Hebrew U Sues GM over Sexy Einstein Image

When Albert Einstein died he bequeathed his letters and rights to his image to Hebrew University in Jerusalem. And now, 55 years later, the university is suing General Motors for publishing a bodacious, yet weirdly flattering, image of the scientist in last fall’s People magazine “Sexiest Man Alive” issue.

The ad, which was part of a four-page GM spread, ran a picture under the headline, “Ideas are Sexy Too,” with a picture of half naked Einstein, standing slouched and shirtless with his thumbs in his jeans, looks sultrily off the page. Artistically rendered with washboard abs, the Nobel Prize-winning physicist also has a badass “e=mc2” tattoo on his left bicep. Forget People, buff Einstein would light up the imagination of any Jewish grandmother.

Unsurprisingly, Hebrew University is none too pleased.

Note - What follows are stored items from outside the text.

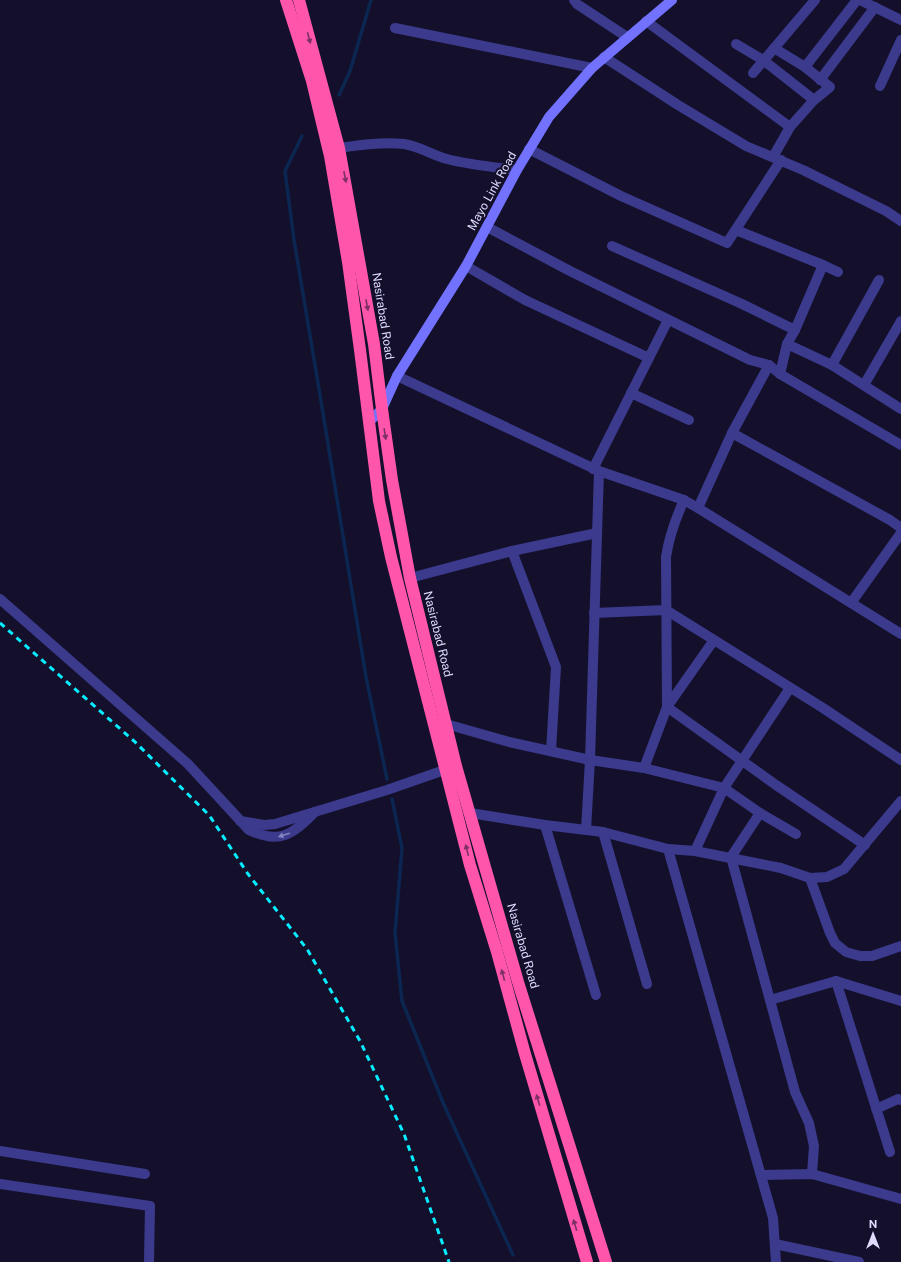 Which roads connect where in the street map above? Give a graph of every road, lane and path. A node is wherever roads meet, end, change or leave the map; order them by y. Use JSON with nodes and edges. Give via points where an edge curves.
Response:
{"nodes":[{"id":1,"x":286,"y":0,"type":"edge"},
{"id":2,"x":299,"y":0,"type":"edge"},
{"id":3,"x":574,"y":0,"type":"edge"},
{"id":4,"x":672,"y":0,"type":"edge"},
{"id":5,"x":815,"y":0,"type":"edge"},
{"id":6,"x":857,"y":0,"type":"edge"},
{"id":7,"x":860,"y":0,"type":"edge"},
{"id":8,"x":875,"y":7,"type":"junction"},
{"id":9,"x":901,"y":20,"type":"edge"},
{"id":10,"x":646,"y":21,"type":"junction"},
{"id":11,"x":395,"y":28,"type":"dead end"},
{"id":12,"x":627,"y":37,"type":"junction"},
{"id":13,"x":901,"y":40,"type":"edge"},
{"id":14,"x":736,"y":44,"type":"dead end"},
{"id":15,"x":774,"y":48,"type":"junction"},
{"id":16,"x":604,"y":57,"type":"junction"},
{"id":17,"x":763,"y":60,"type":"junction"},
{"id":18,"x":806,"y":67,"type":"junction"},
{"id":19,"x":592,"y":68,"type":"junction"},
{"id":20,"x":753,"y":73,"type":"dead end"},
{"id":21,"x":820,"y":80,"type":"junction"},
{"id":22,"x":880,"y":86,"type":"dead end"},
{"id":23,"x":814,"y":100,"type":"junction"},
{"id":24,"x":790,"y":127,"type":"junction"},
{"id":25,"x":339,"y":148,"type":"junction"},
{"id":26,"x":529,"y":149,"type":"junction"},
{"id":27,"x":777,"y":159,"type":"junction"},
{"id":28,"x":517,"y":170,"type":"junction"},
{"id":29,"x":901,"y":221,"type":"edge"},
{"id":30,"x":487,"y":227,"type":"junction"},
{"id":31,"x":736,"y":230,"type":"junction"},
{"id":32,"x":612,"y":246,"type":"dead end"},
{"id":33,"x":823,"y":265,"type":"junction"},
{"id":34,"x":466,"y":266,"type":"junction"},
{"id":35,"x":838,"y":272,"type":"dead end"},
{"id":36,"x":879,"y":280,"type":"dead end"},
{"id":37,"x":668,"y":320,"type":"junction"},
{"id":38,"x":901,"y":321,"type":"edge"},
{"id":39,"x":795,"y":330,"type":"junction"},
{"id":40,"x":787,"y":344,"type":"junction"},
{"id":41,"x":649,"y":358,"type":"junction"},
{"id":42,"x":769,"y":365,"type":"junction"},
{"id":43,"x":832,"y":365,"type":"junction"},
{"id":44,"x":780,"y":374,"type":"junction"},
{"id":45,"x":397,"y":376,"type":"junction"},
{"id":46,"x":864,"y":385,"type":"junction"},
{"id":47,"x":631,"y":393,"type":"junction"},
{"id":48,"x":382,"y":409,"type":"junction"},
{"id":49,"x":901,"y":409,"type":"edge"},
{"id":50,"x":689,"y":420,"type":"dead end"},
{"id":51,"x":368,"y":422,"type":"junction"},
{"id":52,"x":732,"y":433,"type":"junction"},
{"id":53,"x":901,"y":445,"type":"edge"},
{"id":54,"x":596,"y":470,"type":"junction"},
{"id":55,"x":684,"y":500,"type":"junction"},
{"id":56,"x":698,"y":508,"type":"junction"},
{"id":57,"x":901,"y":528,"type":"edge"},
{"id":58,"x":597,"y":533,"type":"junction"},
{"id":59,"x":901,"y":533,"type":"edge"},
{"id":60,"x":512,"y":551,"type":"junction"},
{"id":61,"x":410,"y":578,"type":"junction"},
{"id":62,"x":0,"y":599,"type":"edge"},
{"id":63,"x":851,"y":603,"type":"junction"},
{"id":64,"x":666,"y":610,"type":"junction"},
{"id":65,"x":594,"y":613,"type":"junction"},
{"id":66,"x":901,"y":634,"type":"edge"},
{"id":67,"x":714,"y":640,"type":"junction"},
{"id":68,"x":790,"y":688,"type":"junction"},
{"id":69,"x":667,"y":707,"type":"junction"},
{"id":70,"x":446,"y":724,"type":"junction"},
{"id":71,"x":551,"y":751,"type":"junction"},
{"id":72,"x":590,"y":760,"type":"junction"},
{"id":73,"x":901,"y":760,"type":"edge"},
{"id":74,"x":742,"y":761,"type":"junction"},
{"id":75,"x":451,"y":768,"type":"junction"},
{"id":76,"x":644,"y":768,"type":"junction"},
{"id":77,"x":724,"y":788,"type":"junction"},
{"id":78,"x":901,"y":801,"type":"edge"},
{"id":79,"x":897,"y":810,"type":"edge"},
{"id":80,"x":470,"y":813,"type":"junction"},
{"id":81,"x":760,"y":813,"type":"junction"},
{"id":82,"x":545,"y":825,"type":"junction"},
{"id":83,"x":586,"y":830,"type":"junction"},
{"id":84,"x":603,"y":832,"type":"junction"},
{"id":85,"x":796,"y":834,"type":"dead end"},
{"id":86,"x":866,"y":844,"type":"junction"},
{"id":87,"x":668,"y":849,"type":"junction"},
{"id":88,"x":695,"y":851,"type":"junction"},
{"id":89,"x":731,"y":857,"type":"junction"},
{"id":90,"x":810,"y":878,"type":"junction"},
{"id":91,"x":901,"y":946,"type":"edge"},
{"id":92,"x":836,"y":982,"type":"junction"},
{"id":93,"x":647,"y":984,"type":"dead end"},
{"id":94,"x":596,"y":995,"type":"dead end"},
{"id":95,"x":770,"y":1000,"type":"junction"},
{"id":96,"x":901,"y":1001,"type":"edge"},
{"id":97,"x":901,"y":1100,"type":"edge"},
{"id":98,"x":876,"y":1109,"type":"junction"},
{"id":99,"x":0,"y":1151,"type":"edge"},
{"id":100,"x":890,"y":1152,"type":"dead end"},
{"id":101,"x":145,"y":1174,"type":"dead end"},
{"id":102,"x":812,"y":1174,"type":"junction"},
{"id":103,"x":761,"y":1175,"type":"junction"},
{"id":104,"x":0,"y":1184,"type":"edge"},
{"id":105,"x":901,"y":1199,"type":"edge"},
{"id":106,"x":775,"y":1244,"type":"junction"},
{"id":107,"x":149,"y":1262,"type":"edge"},
{"id":108,"x":587,"y":1262,"type":"edge"},
{"id":109,"x":606,"y":1262,"type":"edge"},
{"id":110,"x":776,"y":1262,"type":"edge"},
{"id":111,"x":859,"y":1262,"type":"edge"}],
"edges":[{"from":1,"to":51,"type":"highway","name":"Nasirabad Road","via":[[312,81],[330,156],[348,262]]},
{"from":2,"to":25,"type":"highway","name":"Nasirabad Road","one_way":true},
{"from":3,"to":12,"type":"street"},
{"from":4,"to":10,"type":"street","name":"Mayo Link Road"},
{"from":5,"to":15,"type":"street"},
{"from":6,"to":18,"type":"street"},
{"from":7,"to":8,"type":"street"},
{"from":8,"to":9,"type":"street"},
{"from":8,"to":21,"type":"street"},
{"from":10,"to":12,"type":"street","name":"Mayo Link Road"},
{"from":10,"to":24,"type":"street"},
{"from":11,"to":19,"type":"street"},
{"from":12,"to":16,"type":"street","name":"Mayo Link Road"},
{"from":13,"to":22,"type":"street"},
{"from":14,"to":17,"type":"street"},
{"from":15,"to":17,"type":"street"},
{"from":15,"to":18,"type":"street"},
{"from":16,"to":19,"type":"street","name":"Mayo Link Road"},
{"from":16,"to":27,"type":"street","via":[[746,146]]},
{"from":17,"to":20,"type":"street"},
{"from":17,"to":23,"type":"street"},
{"from":18,"to":21,"type":"street"},
{"from":19,"to":26,"type":"street","name":"Mayo Link Road","via":[[549,117]]},
{"from":21,"to":23,"type":"street","via":[[830,87]]},
{"from":23,"to":24,"type":"street"},
{"from":24,"to":27,"type":"street"},
{"from":25,"to":28,"type":"street","via":[[377,144],[406,145],[422,148],[446,159]]},
{"from":25,"to":48,"type":"highway","name":"Nasirabad Road","one_way":true,"via":[[374,344]]},
{"from":26,"to":28,"type":"street","name":"Mayo Link Road"},
{"from":26,"to":31,"type":"street","via":[[621,196],[727,243]]},
{"from":27,"to":29,"type":"street"},
{"from":27,"to":31,"type":"street"},
{"from":28,"to":30,"type":"street","name":"Mayo Link Road"},
{"from":30,"to":34,"type":"street","name":"Mayo Link Road"},
{"from":30,"to":37,"type":"street"},
{"from":31,"to":33,"type":"street"},
{"from":32,"to":39,"type":"street"},
{"from":33,"to":35,"type":"street"},
{"from":33,"to":39,"type":"street"},
{"from":34,"to":41,"type":"street","via":[[525,300]]},
{"from":34,"to":45,"type":"street","name":"Mayo Link Road"},
{"from":36,"to":43,"type":"street"},
{"from":37,"to":41,"type":"street"},
{"from":37,"to":42,"type":"street","via":[[750,360]]},
{"from":38,"to":46,"type":"street"},
{"from":39,"to":40,"type":"street"},
{"from":40,"to":43,"type":"street"},
{"from":40,"to":44,"type":"street"},
{"from":41,"to":47,"type":"street"},
{"from":42,"to":44,"type":"street"},
{"from":42,"to":52,"type":"street"},
{"from":43,"to":46,"type":"street"},
{"from":44,"to":53,"type":"street"},
{"from":45,"to":48,"type":"street","name":"Mayo Link Road"},
{"from":45,"to":54,"type":"street"},
{"from":46,"to":49,"type":"street"},
{"from":47,"to":50,"type":"street"},
{"from":47,"to":54,"type":"street"},
{"from":48,"to":51,"type":"street","name":"Mayo Link Road"},
{"from":48,"to":61,"type":"highway","name":"Nasirabad Road","one_way":true},
{"from":51,"to":75,"type":"highway","name":"Nasirabad Road","via":[[379,502],[390,550]]},
{"from":52,"to":56,"type":"street"},
{"from":52,"to":57,"type":"street"},
{"from":54,"to":55,"type":"street"},
{"from":54,"to":58,"type":"street"},
{"from":55,"to":56,"type":"street"},
{"from":55,"to":64,"type":"street","via":[[674,521],[666,557]]},
{"from":56,"to":63,"type":"street"},
{"from":58,"to":60,"type":"street"},
{"from":58,"to":65,"type":"street"},
{"from":59,"to":63,"type":"street"},
{"from":60,"to":61,"type":"street"},
{"from":60,"to":71,"type":"street","via":[[556,667]]},
{"from":61,"to":70,"type":"highway","name":"Nasirabad Road"},
{"from":62,"to":75,"type":"street","via":[[188,764],[249,830],[261,836],[283,836],[301,826],[315,812]]},
{"from":63,"to":66,"type":"street"},
{"from":64,"to":65,"type":"street"},
{"from":64,"to":67,"type":"street"},
{"from":64,"to":69,"type":"street"},
{"from":65,"to":72,"type":"street"},
{"from":67,"to":68,"type":"street"},
{"from":67,"to":69,"type":"street"},
{"from":68,"to":73,"type":"street"},
{"from":68,"to":74,"type":"street"},
{"from":69,"to":74,"type":"street"},
{"from":69,"to":76,"type":"street"},
{"from":70,"to":71,"type":"street"},
{"from":70,"to":75,"type":"highway","name":"Nasirabad Road"},
{"from":71,"to":72,"type":"street"},
{"from":72,"to":76,"type":"street"},
{"from":72,"to":83,"type":"street"},
{"from":74,"to":77,"type":"street"},
{"from":74,"to":86,"type":"street"},
{"from":75,"to":80,"type":"highway","name":"Nasirabad Road"},
{"from":108,"to":75,"type":"highway","name":"Nasirabad Road","one_way":true,"via":[[470,865]]},
{"from":76,"to":77,"type":"street"},
{"from":77,"to":81,"type":"street"},
{"from":77,"to":88,"type":"street"},
{"from":78,"to":79,"type":"street"},
{"from":79,"to":86,"type":"street"},
{"from":80,"to":82,"type":"street"},
{"from":80,"to":109,"type":"highway","name":"Nasirabad Road","via":[[518,982]]},
{"from":81,"to":85,"type":"street"},
{"from":81,"to":89,"type":"street"},
{"from":82,"to":83,"type":"street"},
{"from":82,"to":94,"type":"street"},
{"from":83,"to":84,"type":"street"},
{"from":84,"to":87,"type":"street"},
{"from":84,"to":93,"type":"street"},
{"from":86,"to":90,"type":"street","via":[[844,869],[827,877]]},
{"from":87,"to":88,"type":"street"},
{"from":87,"to":103,"type":"street"},
{"from":88,"to":89,"type":"street"},
{"from":89,"to":90,"type":"street","via":[[781,868]]},
{"from":89,"to":95,"type":"street"},
{"from":90,"to":91,"type":"street","via":[[830,933],[836,944],[846,952],[872,956]]},
{"from":92,"to":95,"type":"street"},
{"from":92,"to":96,"type":"street"},
{"from":92,"to":98,"type":"street"},
{"from":95,"to":102,"type":"street","via":[[795,1092],[809,1123],[814,1146]]},
{"from":97,"to":98,"type":"street"},
{"from":98,"to":100,"type":"street"},
{"from":99,"to":101,"type":"street"},
{"from":102,"to":103,"type":"street"},
{"from":102,"to":105,"type":"street"},
{"from":103,"to":106,"type":"street","via":[[773,1218]]},
{"from":104,"to":107,"type":"street","via":[[150,1206]]},
{"from":106,"to":110,"type":"street"},
{"from":106,"to":111,"type":"street"}]}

While a GM spokesperson claimed the rights to Einstein’s image were purchased legally, the university disagrees and, on top of a $75,000 penalty, the University asked in its lawsuit that GM be barred from using the father of general relativity theory in future advertisements.

“The tattooed, shirtless image of Dr. Einstein with his underpants on display is not consummate with and causes injury to HUJ’s carefully guarded rights in the image and likeness of the famous scientist, political activist, and humanitarian,” Hebrew University lawyer Antoinette Waller wrote in the lawsuit.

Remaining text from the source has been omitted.